Like Gigette Vintage, more and more independent brands are opting for upcycling and so-called circular fashion, thus avoiding the production of new, highly polluting materials. Gwendoline, 26, launched her brand Redonne Une Vie last year in Montpellier, after recovering "more than ten kilos of buttons in an association, which had been sleeping in a cupboard for years". Buttons that she transforms into rings, bracelets, barrettes or even earrings - creations called "Little Buttoms".

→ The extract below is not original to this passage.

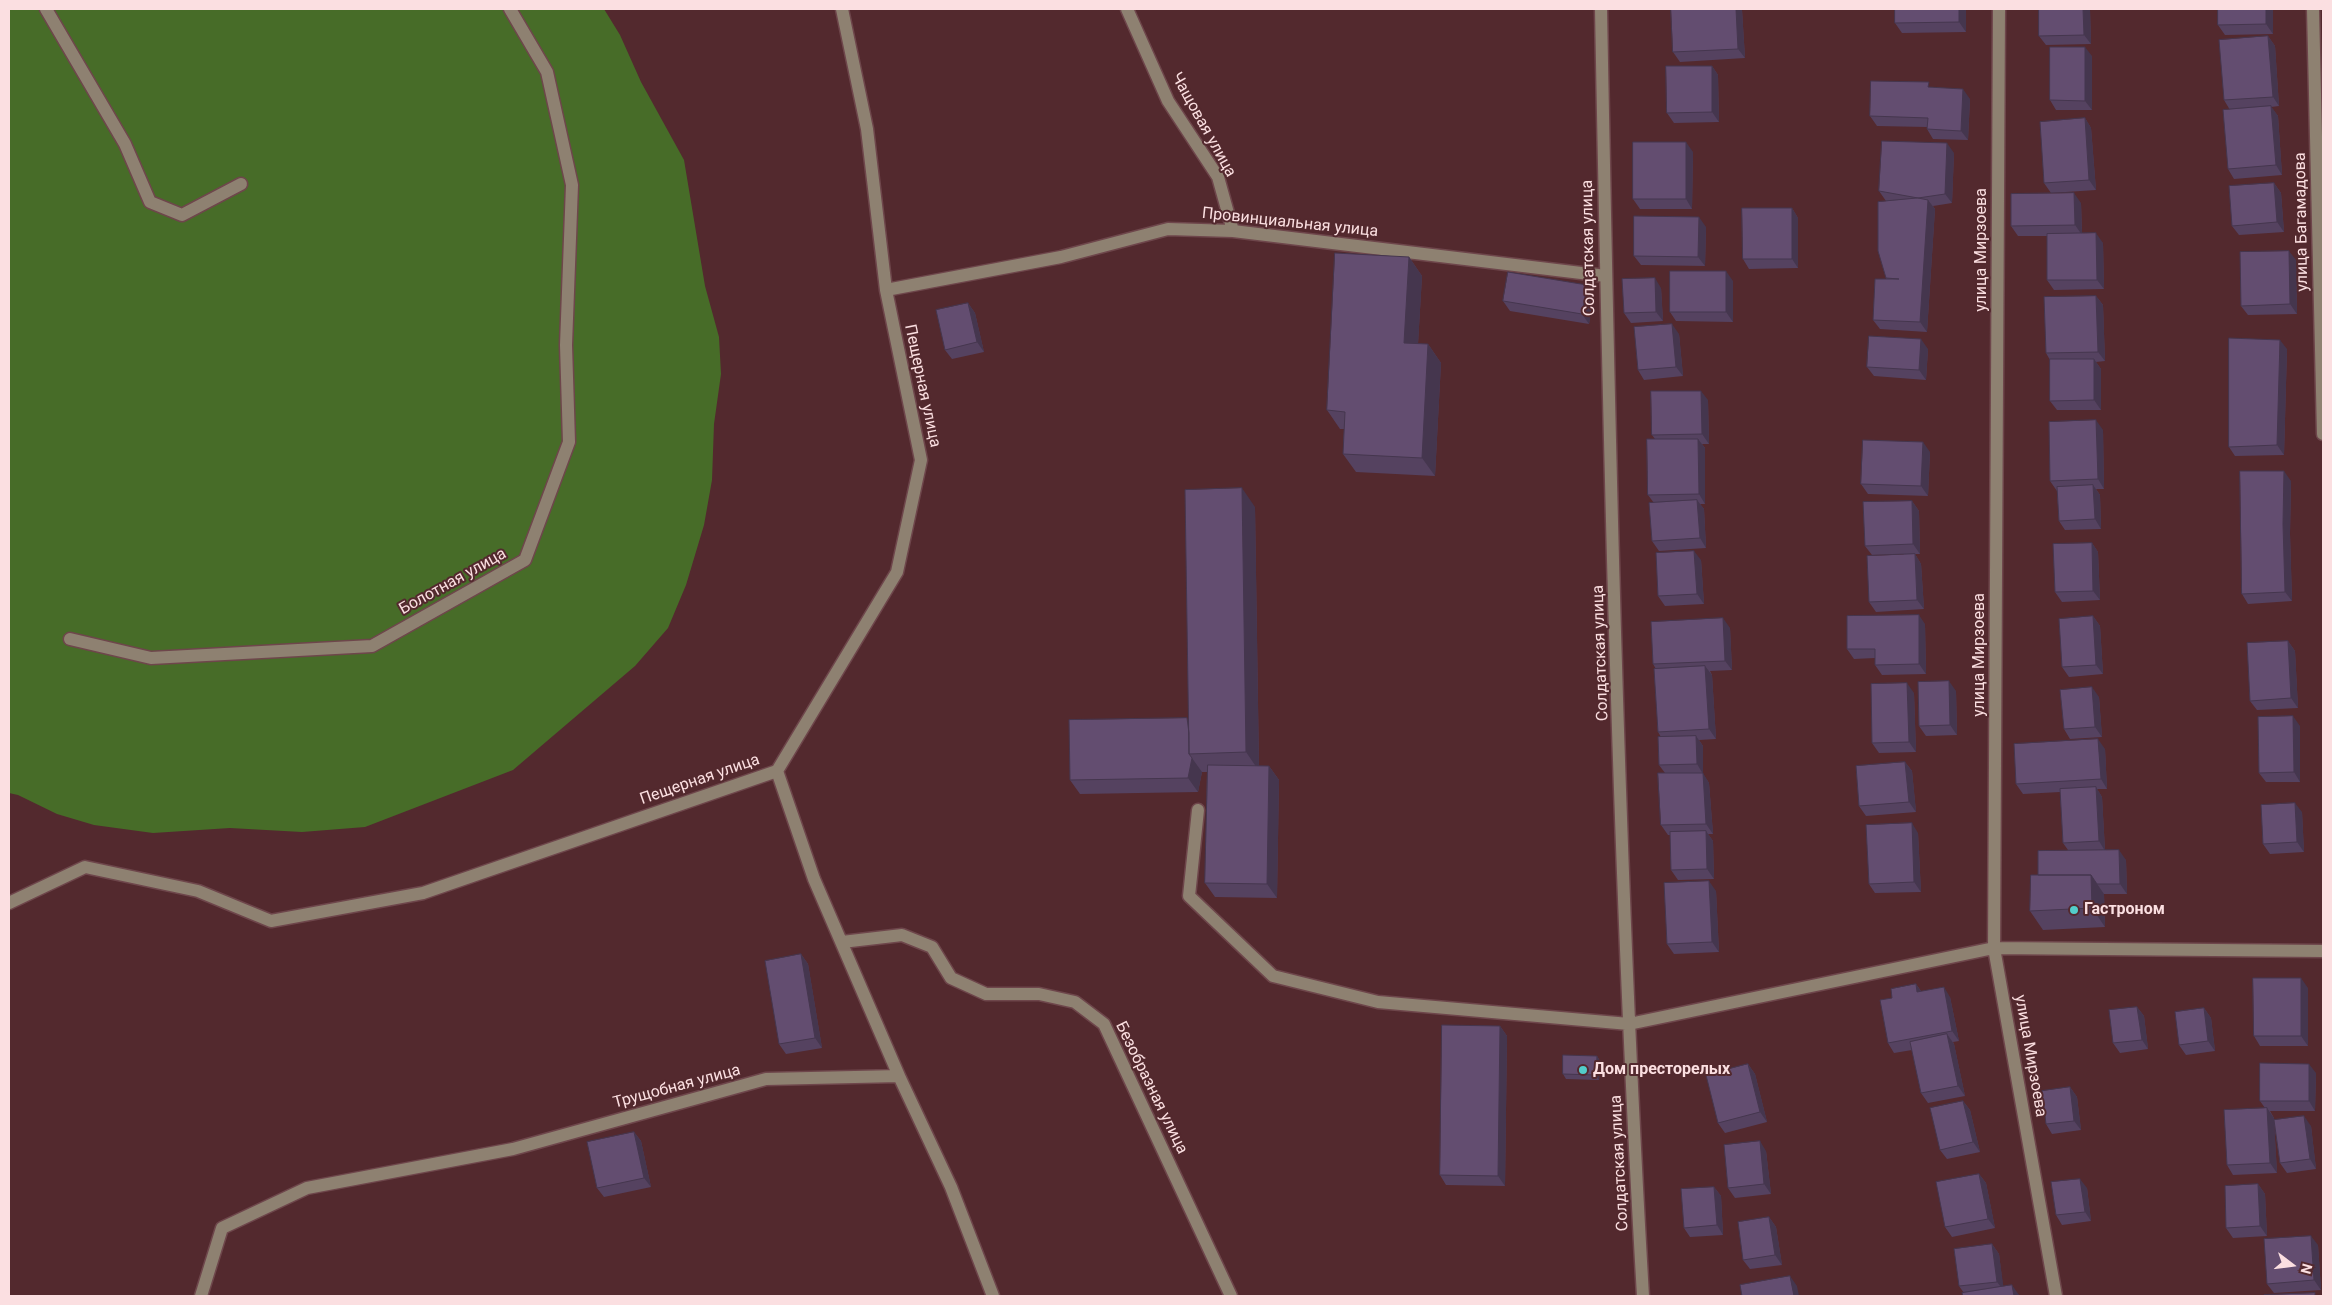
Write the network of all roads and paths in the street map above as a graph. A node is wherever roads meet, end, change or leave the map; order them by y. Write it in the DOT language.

Upcycling, this self-taught got into it out of passion, thanks to “videos and a lot of patience”. With her brand, she also tries to attract a public less sensitive to the abuses of the fashion industry, for example by adapting "fast-fashion trends to upcycling in order to make the concept adhere to people who are not initiated".

Driven by the same fight against overconsumption, Daphné and Mona created RESAP Paris, an upyclé clothing brand to "offer the possibility to our generation to dress in accordance with its values, both ecological and ethical", tell us- they.

On the same subject

Also concerned with making upcycling accessible to as many people as possible, Daphné and Mona offer pieces with a resolutely modern chic and urban style, with an average price of 50 euros. RESAP Paris is also "Do It Yourself" kits and workshops, "to involve people in our mission", they say. "The idea is to show them that they too can create, learn to sew and transform their own clothes, we want to show them that there really are an infinite number of possibilities through clothing", detail the designers, before add: "If everyone starts repairing and upcycling their clothes, the world will change!".